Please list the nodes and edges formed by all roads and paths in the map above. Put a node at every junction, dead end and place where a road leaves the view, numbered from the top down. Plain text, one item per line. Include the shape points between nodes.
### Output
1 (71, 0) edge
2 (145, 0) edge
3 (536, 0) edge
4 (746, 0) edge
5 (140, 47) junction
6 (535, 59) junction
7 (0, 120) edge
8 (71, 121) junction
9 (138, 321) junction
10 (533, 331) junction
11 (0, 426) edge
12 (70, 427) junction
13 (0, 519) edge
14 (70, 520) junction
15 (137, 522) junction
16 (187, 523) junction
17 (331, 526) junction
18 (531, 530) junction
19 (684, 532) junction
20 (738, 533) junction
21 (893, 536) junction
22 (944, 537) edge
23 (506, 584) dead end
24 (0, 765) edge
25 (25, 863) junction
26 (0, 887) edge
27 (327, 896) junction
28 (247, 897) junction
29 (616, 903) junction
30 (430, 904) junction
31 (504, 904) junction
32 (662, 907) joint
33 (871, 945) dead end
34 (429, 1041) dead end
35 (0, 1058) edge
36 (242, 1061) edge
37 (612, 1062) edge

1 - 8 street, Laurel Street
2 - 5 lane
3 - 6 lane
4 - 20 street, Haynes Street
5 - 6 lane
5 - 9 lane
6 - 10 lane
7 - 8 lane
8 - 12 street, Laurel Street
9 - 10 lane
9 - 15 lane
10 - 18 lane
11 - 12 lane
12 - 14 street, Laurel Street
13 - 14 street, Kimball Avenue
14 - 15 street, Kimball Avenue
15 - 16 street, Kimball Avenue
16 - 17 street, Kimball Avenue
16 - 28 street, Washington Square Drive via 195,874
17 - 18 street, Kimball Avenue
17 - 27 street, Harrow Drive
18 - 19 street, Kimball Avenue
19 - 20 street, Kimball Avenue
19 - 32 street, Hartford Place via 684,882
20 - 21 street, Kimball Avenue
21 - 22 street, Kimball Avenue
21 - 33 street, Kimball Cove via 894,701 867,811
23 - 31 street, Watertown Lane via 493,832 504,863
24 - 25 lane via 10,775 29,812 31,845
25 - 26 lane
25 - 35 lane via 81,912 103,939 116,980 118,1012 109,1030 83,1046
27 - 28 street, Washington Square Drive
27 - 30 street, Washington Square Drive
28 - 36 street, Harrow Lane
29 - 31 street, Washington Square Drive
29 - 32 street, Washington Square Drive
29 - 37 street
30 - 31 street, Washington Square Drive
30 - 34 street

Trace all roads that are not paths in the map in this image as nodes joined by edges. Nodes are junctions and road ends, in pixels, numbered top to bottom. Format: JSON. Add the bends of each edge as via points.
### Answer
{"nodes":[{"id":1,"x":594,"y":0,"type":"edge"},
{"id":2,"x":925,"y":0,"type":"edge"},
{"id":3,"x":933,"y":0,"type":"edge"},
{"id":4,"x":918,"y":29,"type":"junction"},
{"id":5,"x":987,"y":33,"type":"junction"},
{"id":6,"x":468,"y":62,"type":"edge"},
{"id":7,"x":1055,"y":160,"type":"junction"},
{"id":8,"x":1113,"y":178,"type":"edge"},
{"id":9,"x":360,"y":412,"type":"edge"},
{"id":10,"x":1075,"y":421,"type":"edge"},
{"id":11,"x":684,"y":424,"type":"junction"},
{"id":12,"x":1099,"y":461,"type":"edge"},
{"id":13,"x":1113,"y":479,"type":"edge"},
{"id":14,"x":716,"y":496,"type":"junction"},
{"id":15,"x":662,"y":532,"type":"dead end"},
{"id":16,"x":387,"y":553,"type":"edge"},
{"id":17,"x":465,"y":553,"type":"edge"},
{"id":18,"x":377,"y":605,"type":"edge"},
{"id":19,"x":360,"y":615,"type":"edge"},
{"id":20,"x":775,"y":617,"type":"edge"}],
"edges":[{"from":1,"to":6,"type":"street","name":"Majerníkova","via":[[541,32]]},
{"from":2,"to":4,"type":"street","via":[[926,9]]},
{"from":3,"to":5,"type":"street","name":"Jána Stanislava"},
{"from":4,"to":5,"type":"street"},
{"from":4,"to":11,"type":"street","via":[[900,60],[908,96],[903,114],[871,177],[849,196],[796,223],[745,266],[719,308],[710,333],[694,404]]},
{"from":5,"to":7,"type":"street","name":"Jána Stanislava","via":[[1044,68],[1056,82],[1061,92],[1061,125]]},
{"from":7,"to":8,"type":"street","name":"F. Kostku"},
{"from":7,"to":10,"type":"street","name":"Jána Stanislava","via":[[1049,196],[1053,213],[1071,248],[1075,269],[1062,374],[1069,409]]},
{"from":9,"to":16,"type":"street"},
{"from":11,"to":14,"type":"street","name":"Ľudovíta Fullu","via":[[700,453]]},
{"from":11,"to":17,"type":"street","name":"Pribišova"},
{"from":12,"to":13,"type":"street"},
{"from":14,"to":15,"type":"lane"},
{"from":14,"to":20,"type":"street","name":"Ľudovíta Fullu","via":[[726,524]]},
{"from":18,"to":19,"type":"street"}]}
──────
▶ [Action item]: Show the lines of the records above that mention "Stanislava".

▶ [Result below]:
{"from":3,"to":5,"type":"street","name":"Jána Stanislava"},
{"from":5,"to":7,"type":"street","name":"Jána Stanislava","via":[[1044,68],[1056,82],[1061,92],[1061,125]]},
{"from":7,"to":10,"type":"street","name":"Jána Stanislava","via":[[1049,196],[1053,213],[1071,248],[1075,269],[1062,374],[1069,409]]},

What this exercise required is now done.